Why did I even bother? Dan's never loved me and he never will. I look out onto the street in front of me. I've been here for about half an hour now. He's not coming for me and I know it. The steam from my cup made the window look frosty. Then I saw him. Dan was running towards the little cafe, his wet hair flopping everywhere, badly dressed and as perfect as ever. The breath caught in my throat. He had known where I was and come for me. He saw me and smiled in relief. The bell on the door rang out and Dan walked in, breathing fast and hard and fell into the chair across from me.

"Don't you ever do that to me again, okay?" Whispered Dan across the table. I nod, trying to take in the sight in front of me. Dan shifted awkwardly under my accusing gaze. I looked away, wanting to do nothing more than hug him. "We better get home to lion then, he's probably missing me." Dan laughed and stood up. I knew he was still angry with me for running away but I didn't know what else to do. I smiled at him, trying to diffuse the tension. We walked to the train station in silence, it was around 11 Am now and I just wanted to be at home. The train was empty, being a weekday not many people were around. Dan sat next to me, holding my hand but trying to hide it, why was he even bothering? Was he trying to stop me from feeling worse? That's all I could think off. I was surprised we hadn't been attacked by fan girls as of yet. We got off at the station nearest our flat, it was still raining and neither of us had jackets. We arrived home, soaked and freezing. "Cuppa tea?" Whispered Dan ripping his dripping jacket from his back, I nodded doing the same. The flat seemed eerily silent as I sat on the sofa waiting for my tea. Dan brought it over, and then sat next to me. "Phil, I know I'm not really one for 'srs bsnss' but we need to talk about this, now." He smiled, trying to avoid eye contact. I knew he was only going to tell me it had been a mistake. "Dan I know we do but I need to tell you something, I know you don't feel the same way but I'm in love with you. I have been in love with you for the past few years.

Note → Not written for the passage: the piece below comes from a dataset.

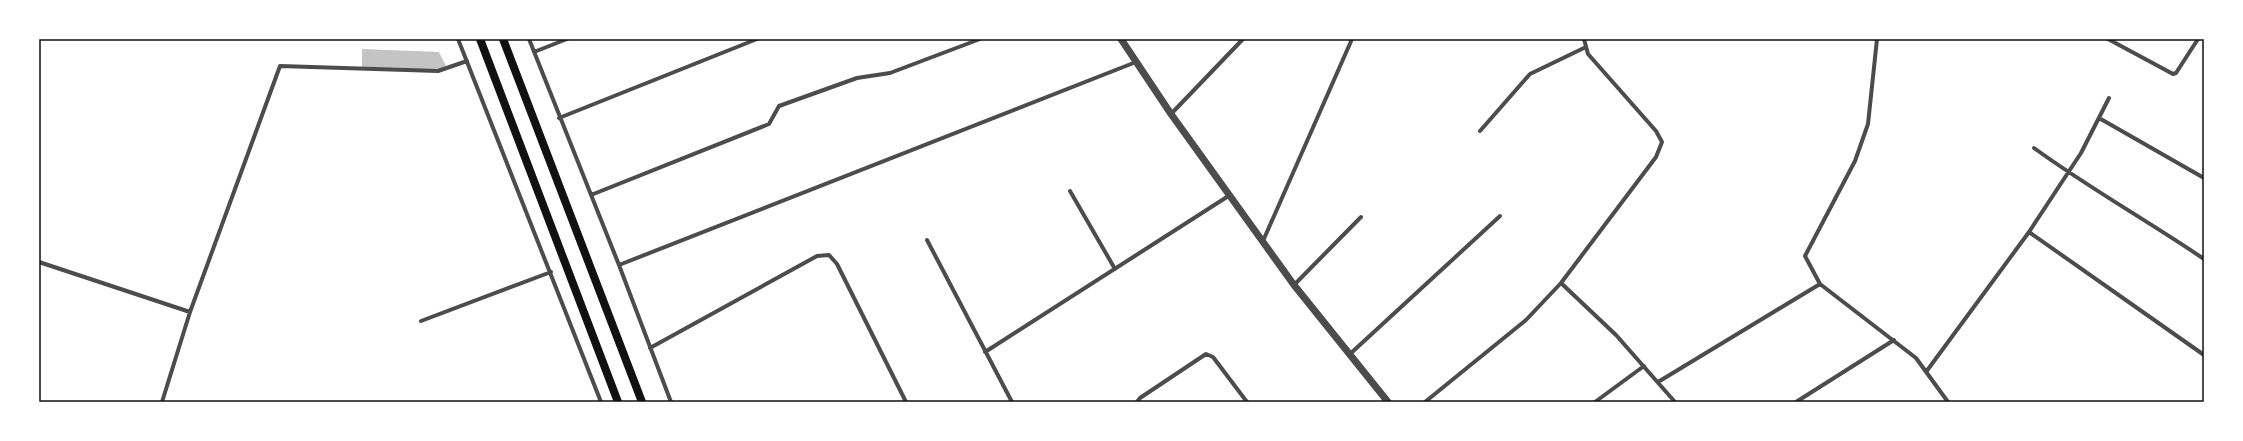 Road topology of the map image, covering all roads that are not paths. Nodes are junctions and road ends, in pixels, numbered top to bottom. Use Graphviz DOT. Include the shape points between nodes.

I accepted that it wasn't going to happen but I've always wanted it to and I'm sorry." I gasped and looked down at the floor. "Phil... I..." He couldn't even talk.

*Dan's POV*

"Dan I know we do but I need to tell you something, I know you don't feel the same way but I'm in love with you. I have been in love with you for the past few years. I accepted that it wasn't going to happen but I've always wanted it to and I'm sorry." Whispered Phil, gazing at the ground. I was speechless. "Phil... I..."

I leant over, grabbed his chin and kissed him longingly. It had been all I'd wanted to do the entire way home. He grabbed the back of my neck, tightly. Then I let go, gasping for breath, Phil still holding me. "I love you too." I managed to choke out even though almost all the breath had been knocked out of me.

Phil smiled tears where in his eyes. I hugged him; I didn't have enough energy to kiss him again even though every part of me wanted to. I picked up the tea and went into my bedroom, hoping Phil would follow, he did. I sat down on the edge of my bed, Phil sat next to me. I put my arm around him, attempting to comfort him but the tears began to fall down his face. "Phil, please don't cry, I love you, please? Lion will be sad if you cry." Phil smiled. "Happy tears Dan." He giggled slightly, losing his balance and falling to the floor in a fit of laughter. I started laughing to, it was contagious and soon we were both, literally rolling on the floor laughing.

We sat on the sofa a few hours later, Phil's head in my lap.

"Dan?"

"Yes?" I replied.

"Do you think Lion will get jealous of you know, us?" He giggled slightly

"Maybe but he'll have to deal with it because there's no way I'm letting you go now..." I was blushing and I knew it. Phil didn't respond but seemed content with my answer.